In seiner Ansprache vor rund 2.000 Menschen, unter ihnen Generalgouverneurin Mary Simon und Premierminister Justin Trudeau, erinnerte der Papst an das Unrecht der staatlich errichteten und von Kirchen betriebenen Internate. In diesen sollten Kinder indigener Völker an die Kultur der europäischen Einwanderer angepasst werden.
Franziskus erinnerte an das, was ihm Überlebende berichtet hatten: Wie "eure Sprachen und Kulturen verunglimpft und unterdrückt wurden; wie Kinder körperlich und verbal, psychologisch und spirituell misshandelt wurden; wie sie von klein auf von zu Hause weggeholt wurden". Daher, so der Papst, "kniet die Kirche vor Gott nieder und bittet um Vergebung für die Sünden ihrer Kinder".
Viele Christen, so der Papst weiter, hätten die Kolonisierung mit ihrer Unterdrückung unterstützt. Daher bitte er um Vergebung "insbesondere für die Art und Weise, in der viele Mitglieder der Kirche und der Ordensgemeinschaften", durch Gleichgültigkeit an "kultureller Zerstörung und erzwungener Assimilierung" mitgewirkt hätten.

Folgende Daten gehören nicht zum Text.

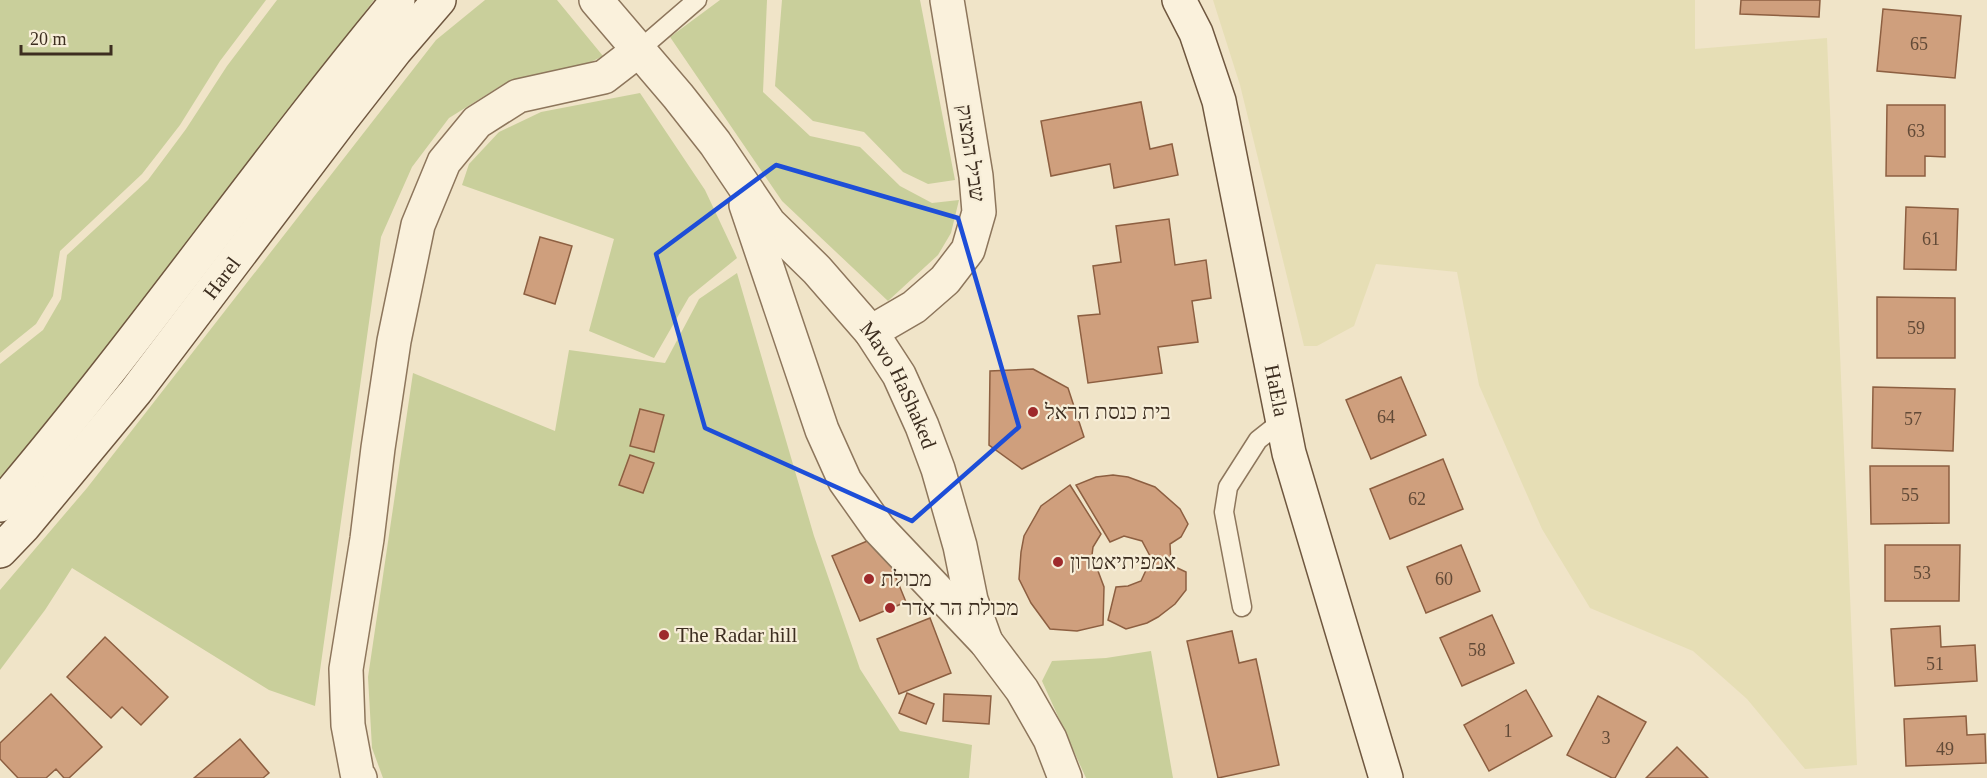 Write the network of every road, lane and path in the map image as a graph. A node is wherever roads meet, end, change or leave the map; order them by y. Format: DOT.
graph roads {
  1 [pos="398,0"];
  2 [pos="438,0"];
  3 [pos="596,0"];
  4 [pos="697,0"];
  5 [pos="947,0"];
  6 [pos="1179,0"];
  7 [pos="639,50"];
  8 [pos="733,173"];
  9 [pos="872,332"];
  10 [pos="1282,421"];
  11 [pos="0,505"];
  12 [pos="0,550"];
  13 [pos="963,559"];
  14 [pos="927,580"];
  15 [pos="1242,607"];
  16 [pos="986,642"];
  17 [pos="360,778"];
  18 [pos="1065,778"];
  19 [pos="1386,778"];
  1 -- 11 [label="street, Harel"];
  2 -- 12 [label="street, Harel"];
  3 -- 7 [label="street, Mavo HaShaked"];
  4 -- 7 [label="lane"];
  5 -- 9 [label="street, שביל המצוק"];
  6 -- 10 [label="street, HaEla"];
  7 -- 8 [label="street, Mavo HaShaked"];
  7 -- 17 [label="street"];
  8 -- 9 [label="street, Mavo HaShaked"];
  8 -- 14 [label="street, Mavo HaShaked"];
  9 -- 13 [label="street, Mavo HaShaked"];
  10 -- 15 [label="lane"];
  10 -- 19 [label="street, HaEla"];
  13 -- 14 [label="street"];
  13 -- 16 [label="street, Mavo HaShaked"];
  14 -- 16 [label="street, Mavo HaShaked"];
  16 -- 18 [label="street, Mavo HaShaked"];
}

Die Bitte um Vergebung, so der Papst weiter, könne nur ein erster Schritt sein. Weitere Aufarbeitung und ein gemeinsamer Einsatz für Gerechtigkeit, Würdigung und Beteiligung indigener Kultur und Menschen müssten folgen. Er selber wolle "weiterhin zum Einsatz aller Katholiken für die indigenen Völker ermutigen". Gleichzeitig bat Franziskus um Verständnis, dass er nicht alle Orte ehemaliger Residential Schools besuchen könne.
Die auf Spanisch gehaltene und mehrfach von Beifall unterbrochene Rede des Papstes wurde auf Englisch sowie per Stream in zwölf indigene Sprachen übersetzt. Während der vorausgegangen Zeremonie eines Pow-Wow trugen Überlebende und Angehörige ein meterlanges rotes Banner mit den Namen der Opfer aller Residential Schools in das Rund.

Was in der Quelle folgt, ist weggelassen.